Longstreet finds Hood in a field hospital, hopelessly incapacitated. Hood wants to know if his boys took the Little Round Top. Longstreet, full of pity, lies and tells him, yes, the rocks were taken. Outside, Longstreet broods on the bloodshed, so unnecessary, then is interrupted by Sorrel, his aide, who announces Captain Goree’s presence. Longstreet asks Goree to scout the position to the right of the Confederate line, by the right flank manned by Hood’s division. Goree reports with a fury that the officers are blaming Longstreet for the failure that day. Goree had hit a man in retaliation; Longstreet tells him to let it go, but he is grateful that someone sees his sense in the matter and fears that Lee is increasingly becoming untouchable from blame.

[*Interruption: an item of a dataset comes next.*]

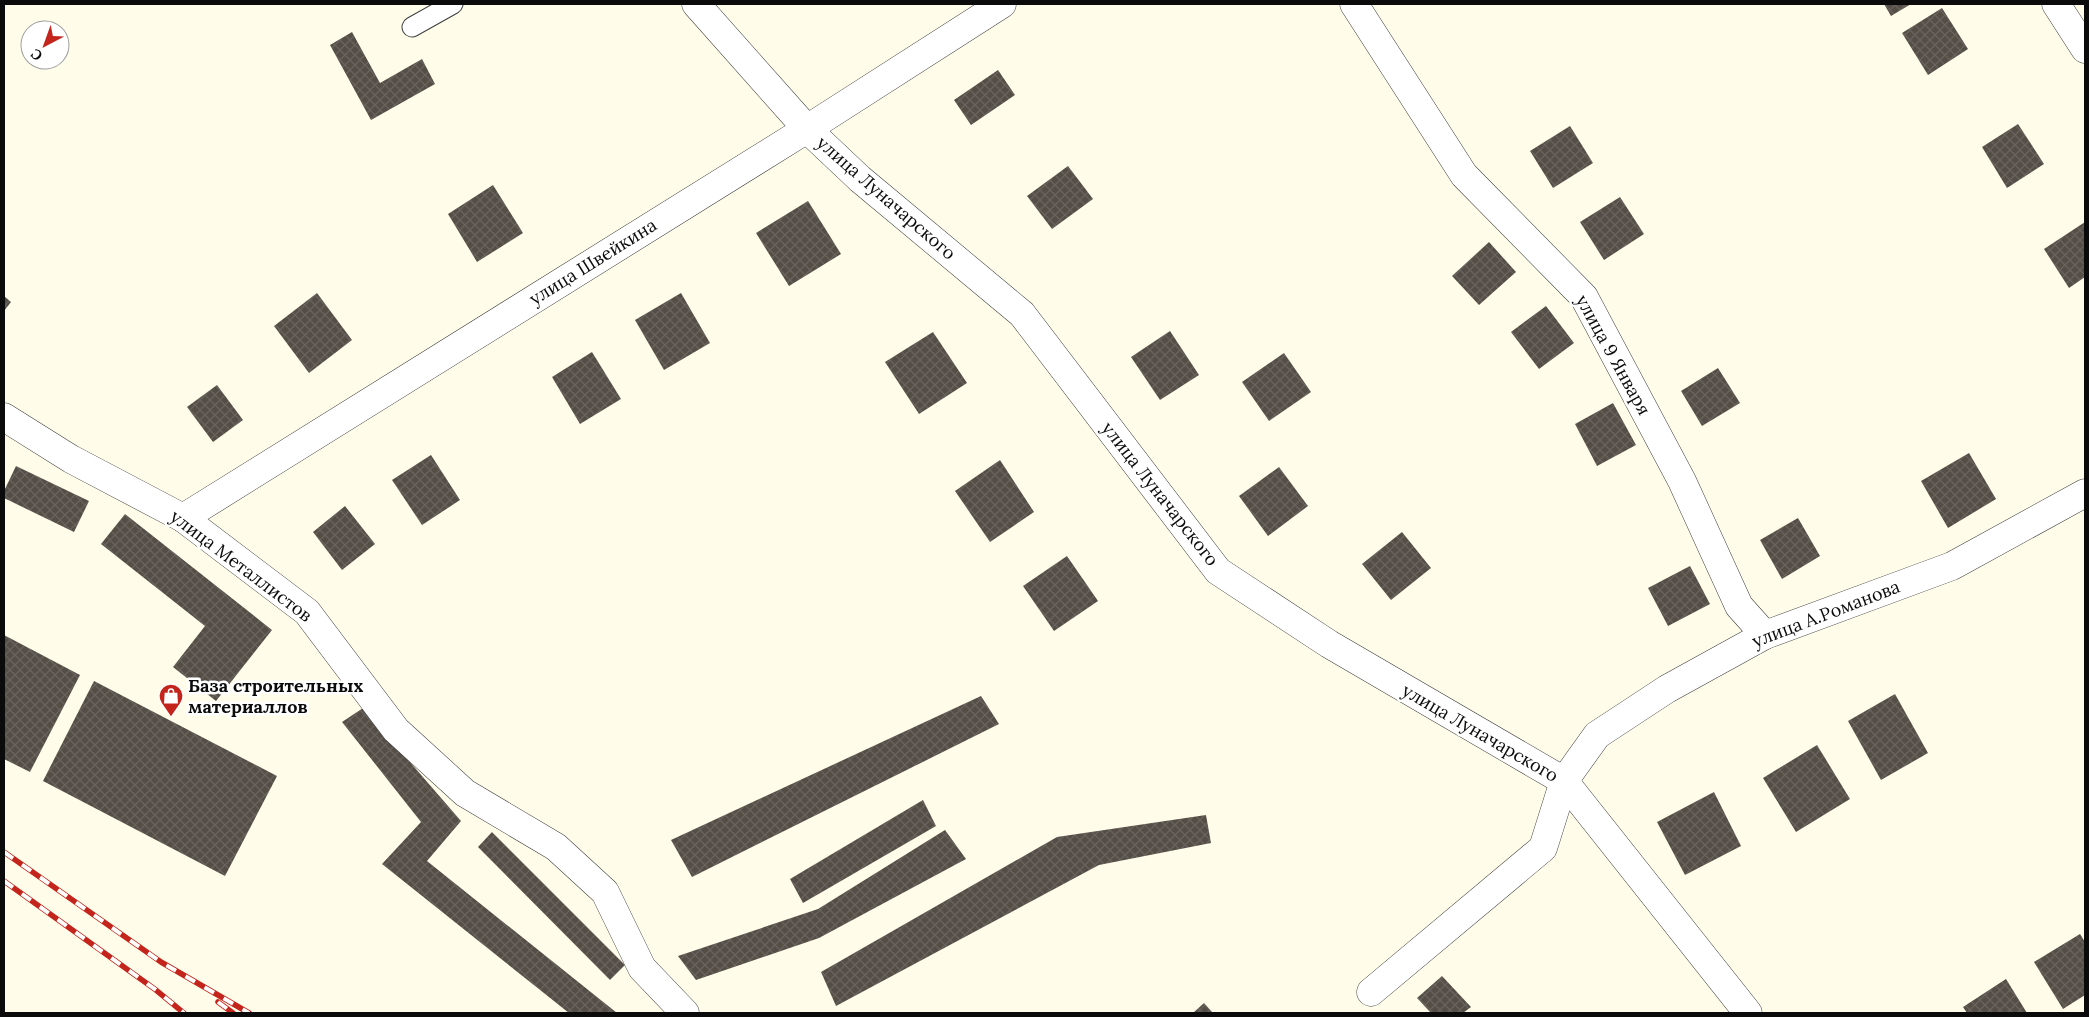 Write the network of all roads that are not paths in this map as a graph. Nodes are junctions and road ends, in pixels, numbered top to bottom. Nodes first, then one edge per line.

He catches up with Sorrel again, who reports his own slight injury and the injury of Osmun Latrobe. Casualty figures are high, he states – over a third. In Hood’s division, half. Eight thousand men out in two hours, Longstreet muses. Lee would not be able to make another assault.

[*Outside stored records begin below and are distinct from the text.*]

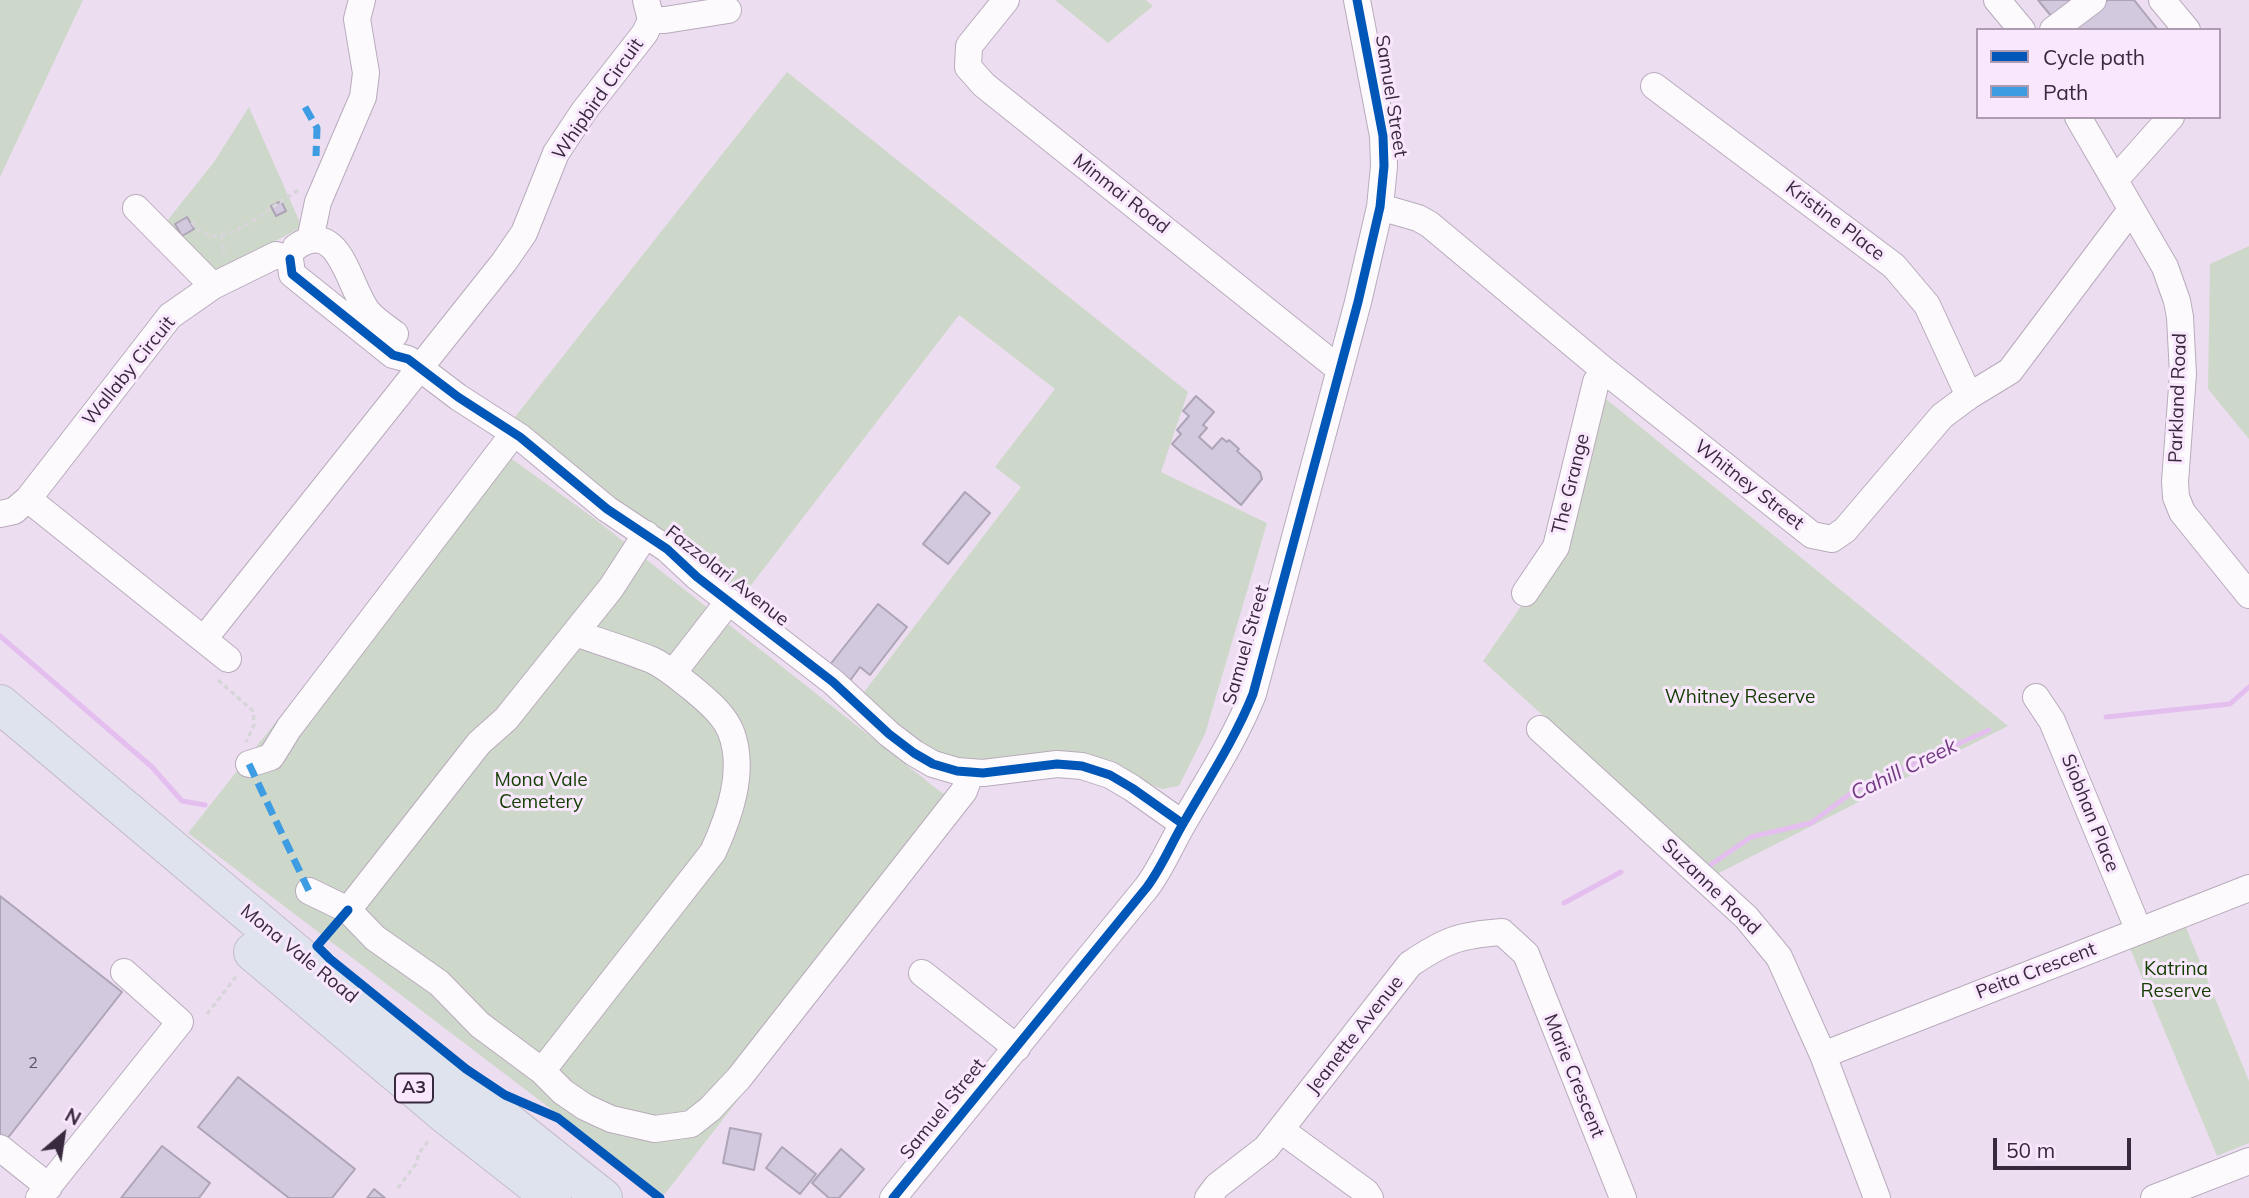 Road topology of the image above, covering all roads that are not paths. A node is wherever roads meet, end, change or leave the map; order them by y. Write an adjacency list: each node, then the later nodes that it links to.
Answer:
1 (362, 0): 19 (street)
2 (1006, 0): 23 (street, Minmai Road)
3 (1357, 0): 16 (street, Samuel Street)
4 (1997, 0): 9 (street)
5 (2093, 0): 10 (street)
6 (2162, 0): 11 (street)
7 (648, 10): 8 (street); 22 (street, Whipbird Circuit)
8 (728, 10)
9 (2020, 28)
10 (2056, 28)
11 (2185, 28)
12 (1654, 86): 25 (street, Kristine Place)
13 (2079, 119): 15 (street, Parkland Road)
14 (2169, 119): 15 (street)
15 (2115, 180): 18 (street, Parkland Road)
16 (1380, 207): 23 (street, Samuel Street); 24 (street, Whitney Street)
17 (136, 208): 21 (street)
18 (2132, 210): 25 (street, Whitney Street); 31 (street, Parkland Road)
19 (310, 240): 20 (street); 22 (street, Fazzolari Avenue)
20 (290, 259): 21 (street, Wallaby Circuit); 22 (street, Fazzolari Avenue)
21 (219, 275): 27 (street, Wallaby Circuit)
22 (414, 363): 26 (street, Fazzolari Avenue); 27 (street)
23 (1338, 368): 41 (street, Samuel Street)
24 (1604, 370): 25 (street, Whitney Street); 30 (street, The Grange)
25 (1969, 396)
26 (514, 433): 29 (street, Fazzolari Avenue); 39 (street)
27 (28, 499): 28 (street, Wallaby Circuit)
28 (0, 514)
29 (646, 534): 32 (street, Fazzolari Avenue); 33 (street)
30 (1525, 593)
31 (2249, 595)
32 (729, 601): 34 (street); 40 (street, Fazzolari Avenue)
33 (575, 633): 34 (street); 44 (street)
34 (673, 673): 51 (street)
35 (2036, 697): 45 (street, Siobhan Place)
36 (0, 704): 57 (highway, Mona Vale Road / A3)
37 (1540, 729): 50 (street, Suzanne Road)
38 (0, 739): 56 (highway, Mona Vale Road / A3)
39 (249, 764)
40 (971, 772): 41 (street, Fazzolari Avenue); 51 (street)
41 (1183, 824): 49 (street, Samuel Street)
42 (2249, 888): 45 (street, Peita Crescent)
43 (309, 891): 44 (street)
44 (348, 911): 51 (street)
45 (2139, 931): 50 (street, Peita Crescent)
46 (1526, 954): 52 (street, Jeanette Avenue); 61 (street, Marie Crescent)
47 (124, 972): 55 (street)
48 (922, 973): 49 (street)
49 (1017, 1048): 58 (street, Samuel Street)
50 (1823, 1055): 62 (street, Suzanne Road)
51 (542, 1071)
52 (1281, 1130): 59 (street, Jeanette Avenue); 60 (street)
53 (0, 1148): 55 (street)
54 (2249, 1161): 63 (street)
55 (44, 1192)
56 (552, 1198)
57 (603, 1198)
58 (893, 1198)
59 (1208, 1198)
60 (1370, 1198)
61 (1622, 1198)
62 (1877, 1198)
63 (2154, 1198)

A messenger comes and announces Pickett’s presence on the battlefield, and the latter’s humorous impatience for action. The 5000 new men coming with Pickett gives Longstreet a certain strength. It is interesting to note that Pickett’s men were unable to join in the July 2 fighting because, in fact, his division was performing guarding functions for the army, duties that would have been taken up by J.E.B. Stuart were his men present. Pickett arrived at the battlefield in the late afternoon of July 2, and was placed in bivouac for the remainder of the day.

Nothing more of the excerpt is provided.